Portrait of Maja Zonjić

Maja Zonjić involved her students in crafting an AI-use policy for her course.Credit: Maja Zonjić

Students also reflected on the many benefits of AI, including its use in coding, proofreading, developing ideas, simplifying complex theories and summarizing academic articles. Students suggested that such applications might be particularly useful for people whose first language is not English, as well as those who experience difficulties with information processing and learning.

We reflected on AI platforms’ potential to make outcomes for first-generation learners more equitable, but noted that these tools can also exacerbate existing inequalities because wealthier students can afford to access higher-quality, subscription-based software, such as the GPT-4o model. None of the students who contributed to the open discussion wanted to use genAI technologies to do their assignments for them, and those who planned to use the tools for assistance gained an increased understanding of the their limitations and propensity for creating misinformation.

Key lessons

Considering the students’ reflections, I decided that AI-based tools could be used for writing and research support in my course, but the onus was on the students to discern which tools and content were appropriate and accurate.

Students are not allowed to generate large sections (such as entire paragraphs) of assignments, and if they upload other authors’ copyrighted works into an AI platform to generate a summary, they have to adjust the privacy and data-control settings to opt out of allowing the content to be used to train AI algorithms.

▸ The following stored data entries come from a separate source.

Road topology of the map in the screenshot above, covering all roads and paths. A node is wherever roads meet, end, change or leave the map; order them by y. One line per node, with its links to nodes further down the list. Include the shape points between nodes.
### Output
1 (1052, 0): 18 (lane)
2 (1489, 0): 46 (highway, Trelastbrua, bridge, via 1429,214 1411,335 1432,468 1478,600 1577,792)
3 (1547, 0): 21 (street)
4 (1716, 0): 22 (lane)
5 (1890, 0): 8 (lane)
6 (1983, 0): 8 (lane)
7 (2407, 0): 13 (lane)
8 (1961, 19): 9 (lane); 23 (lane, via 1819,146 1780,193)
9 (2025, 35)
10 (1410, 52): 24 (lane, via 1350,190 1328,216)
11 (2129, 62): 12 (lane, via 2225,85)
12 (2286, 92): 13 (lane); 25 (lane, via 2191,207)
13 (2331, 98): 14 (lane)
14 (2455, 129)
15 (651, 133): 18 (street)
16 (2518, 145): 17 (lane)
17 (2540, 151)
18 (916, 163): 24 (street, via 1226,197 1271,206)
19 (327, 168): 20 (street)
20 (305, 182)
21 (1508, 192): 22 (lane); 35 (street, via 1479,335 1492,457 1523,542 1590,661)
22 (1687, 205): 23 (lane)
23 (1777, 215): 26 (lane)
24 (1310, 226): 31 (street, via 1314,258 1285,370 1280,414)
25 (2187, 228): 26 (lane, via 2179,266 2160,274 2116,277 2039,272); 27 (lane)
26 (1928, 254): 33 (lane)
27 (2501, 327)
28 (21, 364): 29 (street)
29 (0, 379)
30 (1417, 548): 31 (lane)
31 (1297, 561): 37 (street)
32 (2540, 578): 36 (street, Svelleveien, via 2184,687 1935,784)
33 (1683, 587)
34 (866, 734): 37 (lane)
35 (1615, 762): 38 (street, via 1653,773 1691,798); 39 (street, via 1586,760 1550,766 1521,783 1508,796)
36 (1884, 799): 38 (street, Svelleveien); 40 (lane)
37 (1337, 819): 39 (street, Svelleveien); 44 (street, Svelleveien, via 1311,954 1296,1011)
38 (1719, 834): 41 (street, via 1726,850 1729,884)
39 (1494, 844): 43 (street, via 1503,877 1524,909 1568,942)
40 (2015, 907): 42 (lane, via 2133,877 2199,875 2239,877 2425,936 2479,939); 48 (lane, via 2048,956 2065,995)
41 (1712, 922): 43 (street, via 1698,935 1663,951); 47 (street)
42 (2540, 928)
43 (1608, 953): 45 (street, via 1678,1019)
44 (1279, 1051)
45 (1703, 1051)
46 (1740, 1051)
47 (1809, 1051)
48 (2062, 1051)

Students who use AI in their assignments must provide a brief statement indicating how and why they used the technology, and can choose to discuss the ethical dilemmas inherent in doing so.

Several weeks after our AI-policy co-development workshop, I asked the students what they thought about the exercise. Their responses were mostly positive: they said they now thought more critically about AI use, appreciated having agency over course parameters and enjoyed hearing other students’ perspectives and having the opportunity to engage with them. Students were strongly in favour of me repeating the initiative next year.

The exercise gave me an excellent opportunity to consider how AI systems might be used effectively in the classroom. Involving students emphasized the value of their experiences with AI and challenged assumptions about who gets to ‘hold knowledge’ or ‘have expertise’ in academic spaces. Moreover, debating with students about how to use AI tools ethically is important: it demonstrates the complex relationships between the people who develop, profit from, build and use new technologies. The approach highlights the fact that nothing about these entanglements is ‘objective’ — regardless of how easy it is to launch ChatGPT on a computer screen. It also acknowledges that we all have responsibilities towards each other, despite the national borders that separate us or which part of the worker–user spectrum we fall on.

As I completed this column, I asked ChatGPT (based on GPT-3.5) how I, as a university lecturer, might develop an ethical AI-use policy. The chatbot outlined a well-written 11-step process in just under 500 words. None of the steps involved asking my students for feedback — a poignant illustration of one of ChatGPT’s most significant shortcomings: chatbots collate and repackage how things have been done before, but cannot imagine how things could be done better or more equitably. Perhaps that’s a uniquely human aspiration.

Competing Interests

The author declares no competing interests.